Studio album by Sean Lennon
- Released: May 8, 1998
- Studio: Sear Sound, New York City; Magic Shop, New York City;
- Genre: Alternative rock; experimental rock;
- Length: 48:50
- Label: Grand Royal
- Producer: Yuka Honda

Sean Lennon chronology
|  | Into the Sun (1998) | Half Horse, Half Musician (1999) |

Singles from Into the Sun
- "Home" Released: April 13, 1998;

= Into the Sun (Sean Lennon album) =

Into the Sun is the debut studio album by musician Sean Lennon. It was released by the Beastie Boys' label Grand Royal (distributed by Capitol Records, a division of EMI which had been the longtime home of Sean's father John Lennon) on May 8, 1998, in Japan and on May 19, 1998, in the United States.

== Background ==

Into the Sun was recorded during Lennon's time performing with Timo Ellis alongside Yuka Honda, who was Lennon's girlfriend at the time and also produced and performed on the album. Lennon has said it was "inspired by my girlfriend". Into the Sun was recorded at Sear Sound in New York, with the exception of the track "Queue", which was recorded at another New York studio, The Magic Shop. The album was engineered and mixed by Tom Schick at Sear Sound and mastered by Bob Ludwig at Gateway Mastering Studios.
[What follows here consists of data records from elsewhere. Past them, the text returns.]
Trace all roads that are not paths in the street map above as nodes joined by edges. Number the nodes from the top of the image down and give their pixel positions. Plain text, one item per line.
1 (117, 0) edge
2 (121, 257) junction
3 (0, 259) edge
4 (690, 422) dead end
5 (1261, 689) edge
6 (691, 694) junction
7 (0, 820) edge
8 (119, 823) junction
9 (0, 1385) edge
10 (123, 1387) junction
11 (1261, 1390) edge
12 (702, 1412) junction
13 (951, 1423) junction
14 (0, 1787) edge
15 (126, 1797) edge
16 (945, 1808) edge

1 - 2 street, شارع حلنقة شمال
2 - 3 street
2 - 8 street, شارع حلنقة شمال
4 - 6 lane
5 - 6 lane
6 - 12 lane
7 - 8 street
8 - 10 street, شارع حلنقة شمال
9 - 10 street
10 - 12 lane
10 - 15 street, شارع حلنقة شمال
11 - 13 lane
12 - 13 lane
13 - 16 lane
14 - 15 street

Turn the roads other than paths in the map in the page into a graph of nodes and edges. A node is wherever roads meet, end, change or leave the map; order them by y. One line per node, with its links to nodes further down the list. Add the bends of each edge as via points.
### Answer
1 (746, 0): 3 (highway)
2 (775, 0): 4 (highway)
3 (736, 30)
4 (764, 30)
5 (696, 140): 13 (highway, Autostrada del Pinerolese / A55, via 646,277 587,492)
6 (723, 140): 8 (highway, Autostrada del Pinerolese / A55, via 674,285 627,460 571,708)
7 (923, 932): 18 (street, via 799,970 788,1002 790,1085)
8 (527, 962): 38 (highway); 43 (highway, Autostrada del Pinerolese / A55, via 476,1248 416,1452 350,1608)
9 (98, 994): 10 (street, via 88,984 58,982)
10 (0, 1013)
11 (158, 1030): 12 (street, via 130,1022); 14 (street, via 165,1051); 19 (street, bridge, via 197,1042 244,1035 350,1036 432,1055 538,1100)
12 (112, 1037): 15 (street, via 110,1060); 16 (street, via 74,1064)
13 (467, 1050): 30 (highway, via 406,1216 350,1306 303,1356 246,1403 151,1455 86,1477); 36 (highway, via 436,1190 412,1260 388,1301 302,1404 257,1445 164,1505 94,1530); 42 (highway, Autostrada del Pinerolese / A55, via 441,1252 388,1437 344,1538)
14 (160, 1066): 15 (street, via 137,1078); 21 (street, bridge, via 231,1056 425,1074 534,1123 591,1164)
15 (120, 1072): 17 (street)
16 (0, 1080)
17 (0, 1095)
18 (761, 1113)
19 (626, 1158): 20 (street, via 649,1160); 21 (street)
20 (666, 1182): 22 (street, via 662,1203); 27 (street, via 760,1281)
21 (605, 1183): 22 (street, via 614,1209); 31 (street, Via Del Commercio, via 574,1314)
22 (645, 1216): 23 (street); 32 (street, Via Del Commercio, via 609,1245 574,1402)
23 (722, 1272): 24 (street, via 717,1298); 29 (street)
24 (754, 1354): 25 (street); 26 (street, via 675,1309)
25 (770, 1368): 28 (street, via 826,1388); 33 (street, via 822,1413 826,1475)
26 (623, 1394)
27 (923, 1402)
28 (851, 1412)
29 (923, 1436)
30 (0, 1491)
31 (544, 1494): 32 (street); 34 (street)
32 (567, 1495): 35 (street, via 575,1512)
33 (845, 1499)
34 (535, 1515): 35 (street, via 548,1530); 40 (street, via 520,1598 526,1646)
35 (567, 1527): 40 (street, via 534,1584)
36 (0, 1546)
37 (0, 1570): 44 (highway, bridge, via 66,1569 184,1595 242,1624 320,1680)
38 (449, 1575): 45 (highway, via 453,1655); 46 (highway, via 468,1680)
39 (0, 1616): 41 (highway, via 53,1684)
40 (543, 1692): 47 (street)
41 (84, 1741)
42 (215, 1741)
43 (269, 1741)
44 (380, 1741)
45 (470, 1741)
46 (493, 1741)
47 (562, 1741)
A voice on the final track, "Sean's Theme", which softly speaks "Goodnight, Sean", is sometimes mistakenly attributed to father John Lennon; however, it is, in fact, that of Walter Sear, an owner of Sear Sound. Sean has said it is in tribute to his father, whose tribute to Sean, "Beautiful Boy (Darling Boy)" closes with "Goodnight, Sean. See you in the morning, bright and early."

==Critical reception==

The Chicago Tribune wrote that "Lennon displays a fine grasp of pop conventions and delivers shimmering examples with the bossa nova-flavored title track and the breezy summer companion 'Two Fine Lovers'."

Professional ratings
Review scores
| Source | Rating |
| AllMusic | Star Half star |
| Entertainment Weekly | B |
| The Guardian | Star |
| Los Angeles Times | Star Half star |
| NME | 1/10 |
| Pitchfork | 7.5/10 |
| Rolling Stone | Star Half star |
| Spin | 7/10 |
| The Times | 7/10 |
| USA Today | Star |

== Track listing ==
All songs written by Sean Lennon, except where noted.

1. "Mystery Juice" – 5:26
2. "Into the Sun" – 3:22
3. "Home" – 3:05
4. "Bathtub" (Lennon, Yuka Honda) – 4:00
5. "One Night" – 2:06
6. "Spaceship" (Lennon, Timo Ellis) – 4:17
7. "Photosynthesis" – 6:46
8. "Queue" (Lennon, Honda) – 3:45
9. "Two Fine Lovers" – 3:17
10. "Part One of the Cowboy Trilogy" – 1:48
11. "Wasted" – 1:31
12. "Breeze" – 3:57
13. "Sean's Theme" – 5:52
14. "Intermission" (Japanese bonus track) – 5:36
15. "5/8" (Japanese bonus track) – 4:48

== Personnel ==
Credits for Into the Sun adapted from liner notes.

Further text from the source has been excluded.